■ **Task to complete**
Set down each entry below exactly as written, keeping the pictures out.

■ **Recorded data**
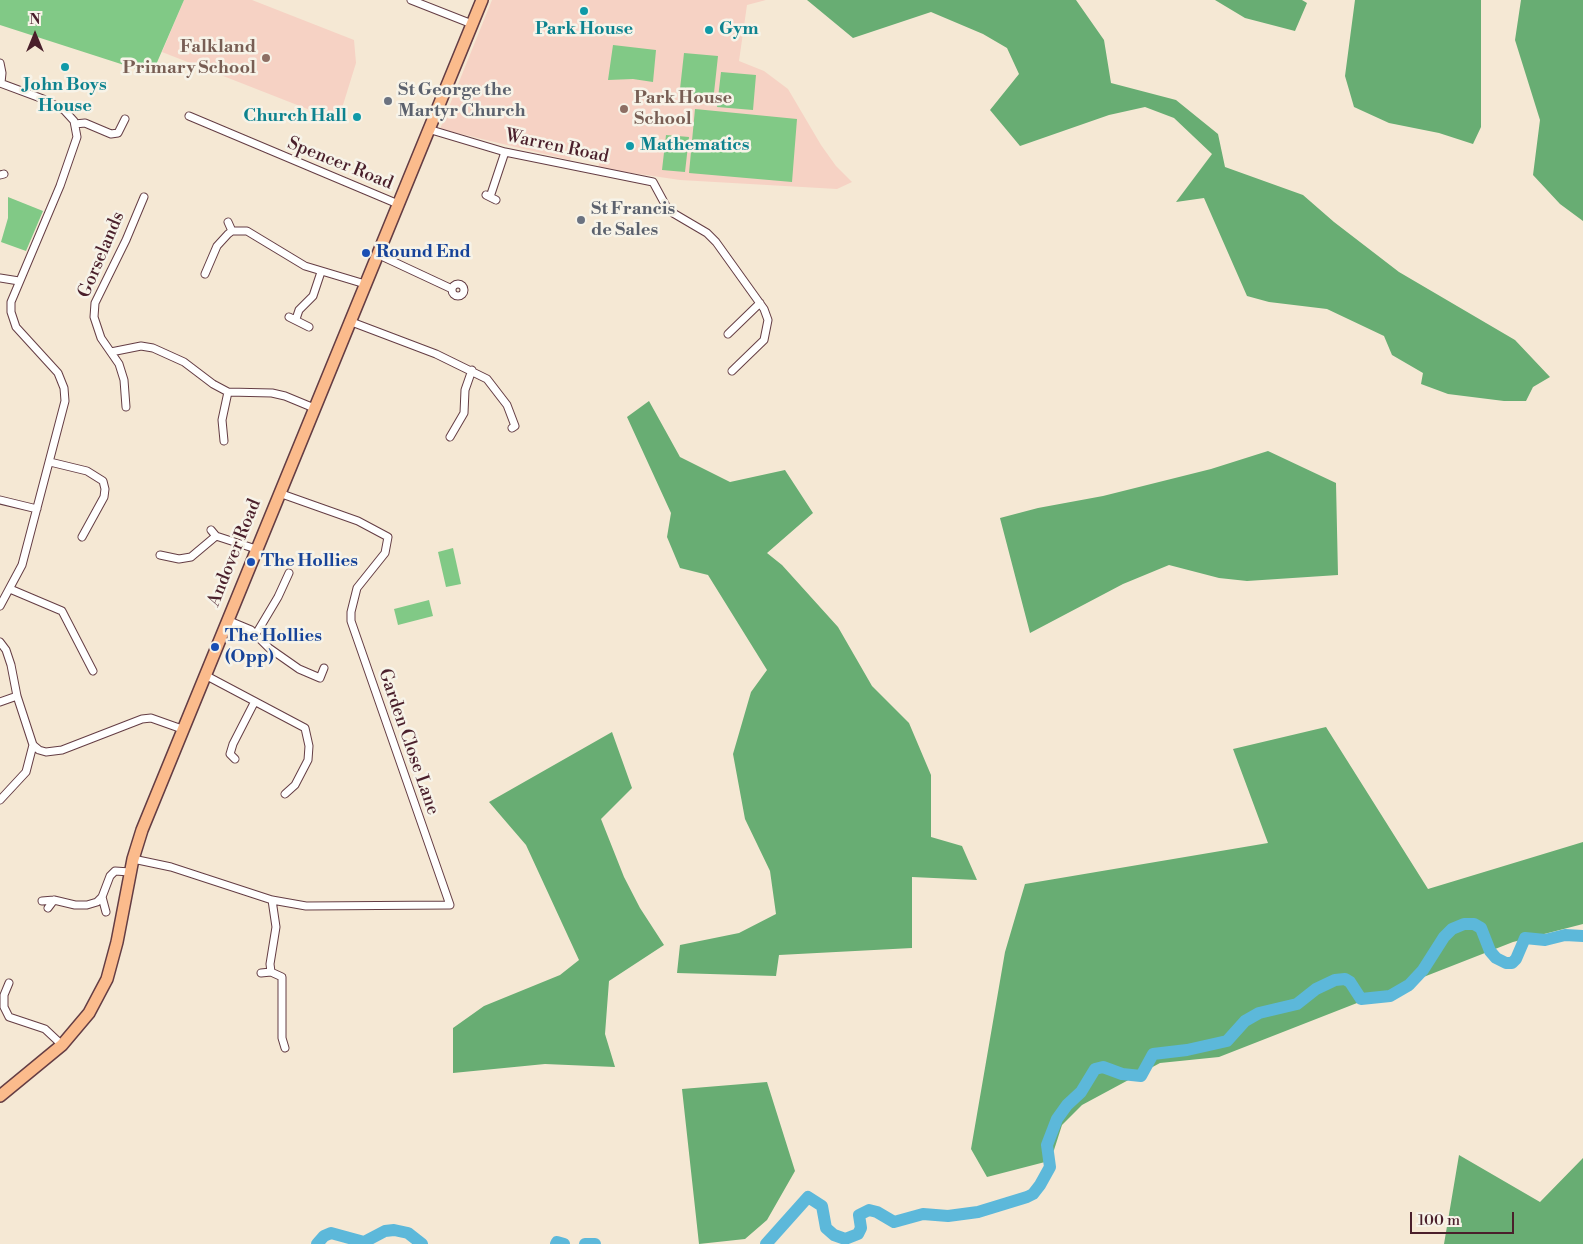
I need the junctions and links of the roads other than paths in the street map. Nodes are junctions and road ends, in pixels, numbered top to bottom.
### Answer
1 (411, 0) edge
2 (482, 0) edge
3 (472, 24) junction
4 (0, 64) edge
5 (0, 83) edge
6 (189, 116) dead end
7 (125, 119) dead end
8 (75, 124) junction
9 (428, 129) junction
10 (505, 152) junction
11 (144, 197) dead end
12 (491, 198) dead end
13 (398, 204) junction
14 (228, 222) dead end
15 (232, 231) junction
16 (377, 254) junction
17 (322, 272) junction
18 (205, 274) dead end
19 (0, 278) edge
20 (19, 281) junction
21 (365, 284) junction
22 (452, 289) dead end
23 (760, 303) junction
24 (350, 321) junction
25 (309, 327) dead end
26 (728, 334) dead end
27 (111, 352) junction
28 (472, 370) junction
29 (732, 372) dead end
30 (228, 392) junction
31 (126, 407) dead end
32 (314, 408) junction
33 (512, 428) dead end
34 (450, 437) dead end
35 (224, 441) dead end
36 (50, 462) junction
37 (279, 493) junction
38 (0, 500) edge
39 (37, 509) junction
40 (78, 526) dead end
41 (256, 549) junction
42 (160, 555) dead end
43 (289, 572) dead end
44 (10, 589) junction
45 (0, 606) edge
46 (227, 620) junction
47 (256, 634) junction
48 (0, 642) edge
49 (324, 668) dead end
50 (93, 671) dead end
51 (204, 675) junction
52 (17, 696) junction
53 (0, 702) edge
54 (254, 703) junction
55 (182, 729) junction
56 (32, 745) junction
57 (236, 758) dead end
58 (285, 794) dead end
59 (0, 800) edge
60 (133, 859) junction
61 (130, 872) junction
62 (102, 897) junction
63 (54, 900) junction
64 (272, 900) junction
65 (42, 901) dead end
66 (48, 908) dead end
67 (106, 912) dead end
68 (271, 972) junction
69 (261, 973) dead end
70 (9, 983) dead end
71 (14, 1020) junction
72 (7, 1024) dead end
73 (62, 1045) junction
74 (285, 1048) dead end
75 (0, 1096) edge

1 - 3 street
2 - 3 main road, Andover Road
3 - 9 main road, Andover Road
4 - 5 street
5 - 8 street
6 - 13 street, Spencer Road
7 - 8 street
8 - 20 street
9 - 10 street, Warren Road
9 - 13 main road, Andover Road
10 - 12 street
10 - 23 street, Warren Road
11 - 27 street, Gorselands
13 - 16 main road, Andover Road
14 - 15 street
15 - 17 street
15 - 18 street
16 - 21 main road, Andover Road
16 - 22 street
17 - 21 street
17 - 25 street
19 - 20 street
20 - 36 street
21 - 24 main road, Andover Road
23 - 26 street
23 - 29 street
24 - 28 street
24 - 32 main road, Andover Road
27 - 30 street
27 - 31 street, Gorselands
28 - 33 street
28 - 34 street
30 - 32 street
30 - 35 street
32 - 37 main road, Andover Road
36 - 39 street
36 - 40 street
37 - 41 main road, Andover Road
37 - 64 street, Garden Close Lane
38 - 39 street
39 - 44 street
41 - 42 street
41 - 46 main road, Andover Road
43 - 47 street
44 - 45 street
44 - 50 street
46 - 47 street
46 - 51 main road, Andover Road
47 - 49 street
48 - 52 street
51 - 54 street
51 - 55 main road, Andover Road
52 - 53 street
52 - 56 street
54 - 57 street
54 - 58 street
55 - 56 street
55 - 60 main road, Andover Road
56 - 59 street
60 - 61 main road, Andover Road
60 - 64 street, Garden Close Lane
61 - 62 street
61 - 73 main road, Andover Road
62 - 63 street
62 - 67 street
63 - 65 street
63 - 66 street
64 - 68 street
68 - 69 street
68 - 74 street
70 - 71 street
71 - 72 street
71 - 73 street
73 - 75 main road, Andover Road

■ **Response to the exercise**
I need the junctions and links of the roads other than paths in the street map. Nodes are junctions and road ends, in pixels, numbered top to bottom.
### Answer
1 (411, 0) edge
2 (482, 0) edge
3 (472, 24) junction
4 (0, 64) edge
5 (0, 83) edge
6 (189, 116) dead end
7 (125, 119) dead end
8 (75, 124) junction
9 (428, 129) junction
10 (505, 152) junction
11 (144, 197) dead end
12 (491, 198) dead end
13 (398, 204) junction
14 (228, 222) dead end
15 (232, 231) junction
16 (377, 254) junction
17 (322, 272) junction
18 (205, 274) dead end
19 (0, 278) edge
20 (19, 281) junction
21 (365, 284) junction
22 (452, 289) dead end
23 (760, 303) junction
24 (350, 321) junction
25 (309, 327) dead end
26 (728, 334) dead end
27 (111, 352) junction
28 (472, 370) junction
29 (732, 372) dead end
30 (228, 392) junction
31 (126, 407) dead end
32 (314, 408) junction
33 (512, 428) dead end
34 (450, 437) dead end
35 (224, 441) dead end
36 (50, 462) junction
37 (279, 493) junction
38 (0, 500) edge
39 (37, 509) junction
40 (78, 526) dead end
41 (256, 549) junction
42 (160, 555) dead end
43 (289, 572) dead end
44 (10, 589) junction
45 (0, 606) edge
46 (227, 620) junction
47 (256, 634) junction
48 (0, 642) edge
49 (324, 668) dead end
50 (93, 671) dead end
51 (204, 675) junction
52 (17, 696) junction
53 (0, 702) edge
54 (254, 703) junction
55 (182, 729) junction
56 (32, 745) junction
57 (236, 758) dead end
58 (285, 794) dead end
59 (0, 800) edge
60 (133, 859) junction
61 (130, 872) junction
62 (102, 897) junction
63 (54, 900) junction
64 (272, 900) junction
65 (42, 901) dead end
66 (48, 908) dead end
67 (106, 912) dead end
68 (271, 972) junction
69 (261, 973) dead end
70 (9, 983) dead end
71 (14, 1020) junction
72 (7, 1024) dead end
73 (62, 1045) junction
74 (285, 1048) dead end
75 (0, 1096) edge

1 - 3 street
2 - 3 main road, Andover Road
3 - 9 main road, Andover Road
4 - 5 street
5 - 8 street
6 - 13 street, Spencer Road
7 - 8 street
8 - 20 street
9 - 10 street, Warren Road
9 - 13 main road, Andover Road
10 - 12 street
10 - 23 street, Warren Road
11 - 27 street, Gorselands
13 - 16 main road, Andover Road
14 - 15 street
15 - 17 street
15 - 18 street
16 - 21 main road, Andover Road
16 - 22 street
17 - 21 street
17 - 25 street
19 - 20 street
20 - 36 street
21 - 24 main road, Andover Road
23 - 26 street
23 - 29 street
24 - 28 street
24 - 32 main road, Andover Road
27 - 30 street
27 - 31 street, Gorselands
28 - 33 street
28 - 34 street
30 - 32 street
30 - 35 street
32 - 37 main road, Andover Road
36 - 39 street
36 - 40 street
37 - 41 main road, Andover Road
37 - 64 street, Garden Close Lane
38 - 39 street
39 - 44 street
41 - 42 street
41 - 46 main road, Andover Road
43 - 47 street
44 - 45 street
44 - 50 street
46 - 47 street
46 - 51 main road, Andover Road
47 - 49 street
48 - 52 street
51 - 54 street
51 - 55 main road, Andover Road
52 - 53 street
52 - 56 street
54 - 57 street
54 - 58 street
55 - 56 street
55 - 60 main road, Andover Road
56 - 59 street
60 - 61 main road, Andover Road
60 - 64 street, Garden Close Lane
61 - 62 street
61 - 73 main road, Andover Road
62 - 63 street
62 - 67 street
63 - 65 street
63 - 66 street
64 - 68 street
68 - 69 street
68 - 74 street
70 - 71 street
71 - 72 street
71 - 73 street
73 - 75 main road, Andover Road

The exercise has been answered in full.